Vincenza (or Vincenzina) Viganò-Mombelli (1760–1814) was an Italian ballerina and librettist. She is remembered today as the librettist of Rossini's first opera Demetrio e Polibio. Her husband was the tenor Domenico Mombelli.

==Life and career==

Viganò-Mombelli was born in Naples to an artistic family. Both her father Onorato Viganò (1739-1811) and her brother Salvatore Viganò were prominent dancers and choreographers. Her mother Maria Ester Boccherini was a ballerina and the sister of composer Luigi Boccherini. In 1791 Vincenza was dancing with Onorato Viganò's company in Venice when she met the recently widowed tenor Domenico Mombelli.
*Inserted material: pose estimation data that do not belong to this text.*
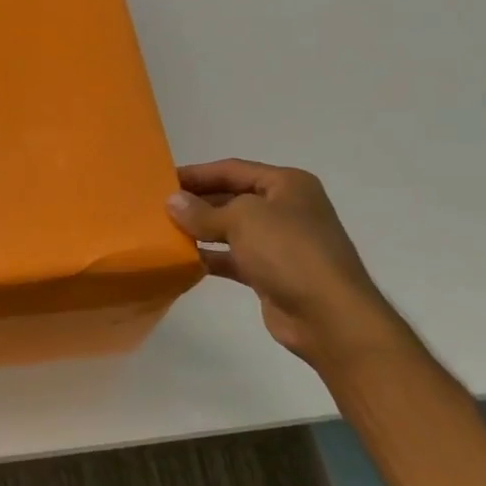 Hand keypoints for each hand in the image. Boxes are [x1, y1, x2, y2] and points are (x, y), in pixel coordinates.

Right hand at [166, 159, 405, 365]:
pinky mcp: (271, 274)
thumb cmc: (289, 252)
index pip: (232, 169)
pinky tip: (183, 260)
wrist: (328, 316)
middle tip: (157, 208)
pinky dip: (211, 257)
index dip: (197, 173)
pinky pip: (234, 258)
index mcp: (286, 184)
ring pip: (231, 229)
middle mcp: (285, 208)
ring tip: (163, 232)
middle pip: (231, 197)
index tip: (160, 181)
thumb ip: (203, 211)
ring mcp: (280, 243)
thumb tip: (172, 202)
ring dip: (200, 230)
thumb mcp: (242, 220)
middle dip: (196, 202) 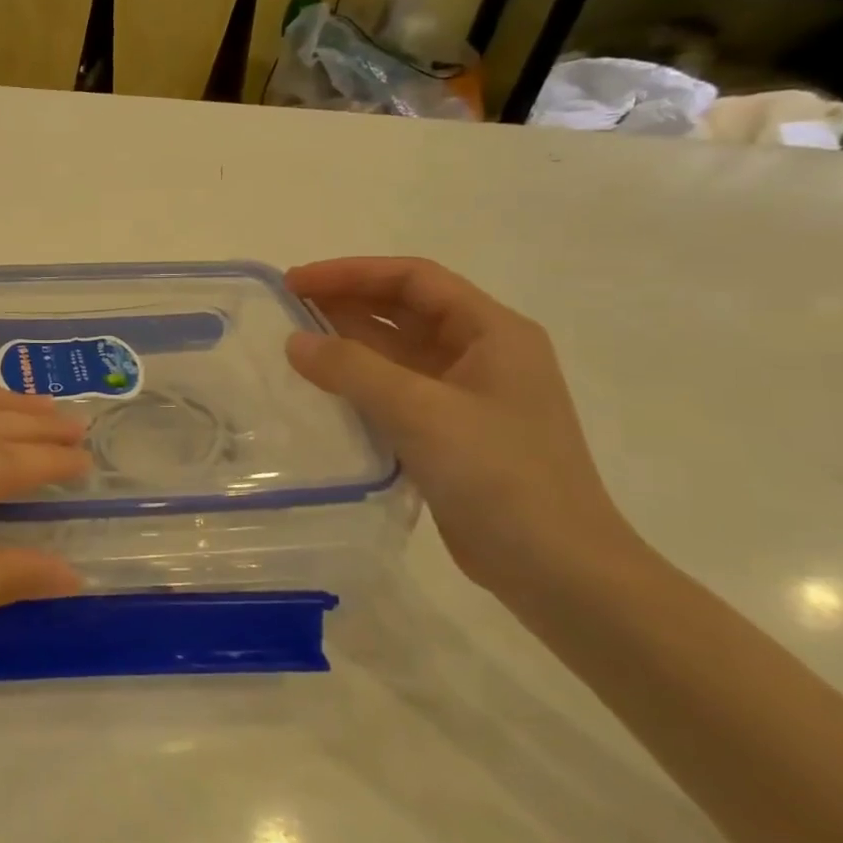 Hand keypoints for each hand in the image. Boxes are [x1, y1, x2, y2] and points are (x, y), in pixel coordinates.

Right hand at [284, 258, 636, 596]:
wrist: (556, 569)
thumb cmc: (499, 475)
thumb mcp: (421, 411)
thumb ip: (353, 369)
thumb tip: (294, 342)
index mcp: (493, 332)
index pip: (414, 279)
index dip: (352, 272)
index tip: (297, 282)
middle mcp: (481, 354)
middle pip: (404, 310)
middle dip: (346, 302)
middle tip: (285, 308)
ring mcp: (465, 396)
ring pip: (396, 352)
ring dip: (348, 343)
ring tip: (292, 343)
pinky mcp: (449, 433)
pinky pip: (394, 391)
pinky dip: (357, 382)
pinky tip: (320, 389)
They married that same year and went on to have twelve children, three of whom became prominent opera singers: Ester born 1792, Anna born 1795, and Alessandro born 1796 (a tenor like his father). She continued her dancing career for some time after her marriage, appearing in the Teatro San Benedetto in Venice only a few months before the birth of her fourth child in 1798.
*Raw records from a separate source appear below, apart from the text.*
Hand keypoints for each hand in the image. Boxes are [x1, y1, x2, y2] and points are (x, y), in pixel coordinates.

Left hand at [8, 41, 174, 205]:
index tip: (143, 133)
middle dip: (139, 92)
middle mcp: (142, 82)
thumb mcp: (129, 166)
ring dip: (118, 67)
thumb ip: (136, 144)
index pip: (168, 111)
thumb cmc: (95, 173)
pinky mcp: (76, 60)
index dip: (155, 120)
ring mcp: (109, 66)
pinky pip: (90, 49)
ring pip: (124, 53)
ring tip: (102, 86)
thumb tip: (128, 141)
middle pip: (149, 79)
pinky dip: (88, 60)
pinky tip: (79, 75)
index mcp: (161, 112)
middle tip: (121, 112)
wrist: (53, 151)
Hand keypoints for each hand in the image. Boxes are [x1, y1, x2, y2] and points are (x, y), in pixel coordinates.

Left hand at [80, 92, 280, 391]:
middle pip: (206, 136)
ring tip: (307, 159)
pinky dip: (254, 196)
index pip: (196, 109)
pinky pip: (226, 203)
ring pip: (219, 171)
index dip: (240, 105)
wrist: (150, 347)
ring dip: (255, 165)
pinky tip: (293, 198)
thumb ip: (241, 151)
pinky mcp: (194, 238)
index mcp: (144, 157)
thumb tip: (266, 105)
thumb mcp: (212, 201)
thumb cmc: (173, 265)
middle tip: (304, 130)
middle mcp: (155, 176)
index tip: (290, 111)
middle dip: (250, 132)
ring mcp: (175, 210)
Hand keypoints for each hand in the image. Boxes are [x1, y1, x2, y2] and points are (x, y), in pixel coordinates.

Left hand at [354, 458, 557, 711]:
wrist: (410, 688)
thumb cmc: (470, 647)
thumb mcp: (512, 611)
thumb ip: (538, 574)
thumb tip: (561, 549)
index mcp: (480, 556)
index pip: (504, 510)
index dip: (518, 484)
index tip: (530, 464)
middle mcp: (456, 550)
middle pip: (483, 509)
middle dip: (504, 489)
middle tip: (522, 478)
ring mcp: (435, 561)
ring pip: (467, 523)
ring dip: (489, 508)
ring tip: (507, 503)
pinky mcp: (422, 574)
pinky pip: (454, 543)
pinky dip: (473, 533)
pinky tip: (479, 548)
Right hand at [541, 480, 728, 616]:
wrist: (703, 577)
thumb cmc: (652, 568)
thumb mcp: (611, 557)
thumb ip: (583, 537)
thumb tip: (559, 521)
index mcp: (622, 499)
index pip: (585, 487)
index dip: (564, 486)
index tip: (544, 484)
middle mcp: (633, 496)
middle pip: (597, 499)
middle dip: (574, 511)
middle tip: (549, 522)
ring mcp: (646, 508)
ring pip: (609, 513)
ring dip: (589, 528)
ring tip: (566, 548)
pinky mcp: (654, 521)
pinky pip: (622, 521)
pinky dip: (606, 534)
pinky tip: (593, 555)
Although primarily based in Bologna by 1805, the Mombelli family also travelled from 1806 to 1811 to Lisbon and various theatres in Italy with their own opera company which included their daughters Ester and Anna and the bass Lodovico Olivieri. According to an account in Stendhal's Vie de Rossini, Olivieri was an old friend of Vincenza who not only sang "utility roles" in their company but also served as the family's cook and major domo. It was in Bologna that Vincenza and Domenico made the acquaintance of the young Rossini who was still a student at the Accademia Filarmonica. Vincenza wrote the libretto for Rossini's first opera Demetrio e Polibio. It was premiered privately in 1809 and had its official premiere on 18 May 1812 at Rome's Teatro Valle with three of its four roles sung by Domenico and their daughters Ester and Anna.

Vincenza Viganò-Mombelli died in 1814. Domenico Mombelli married for a third time in 1819.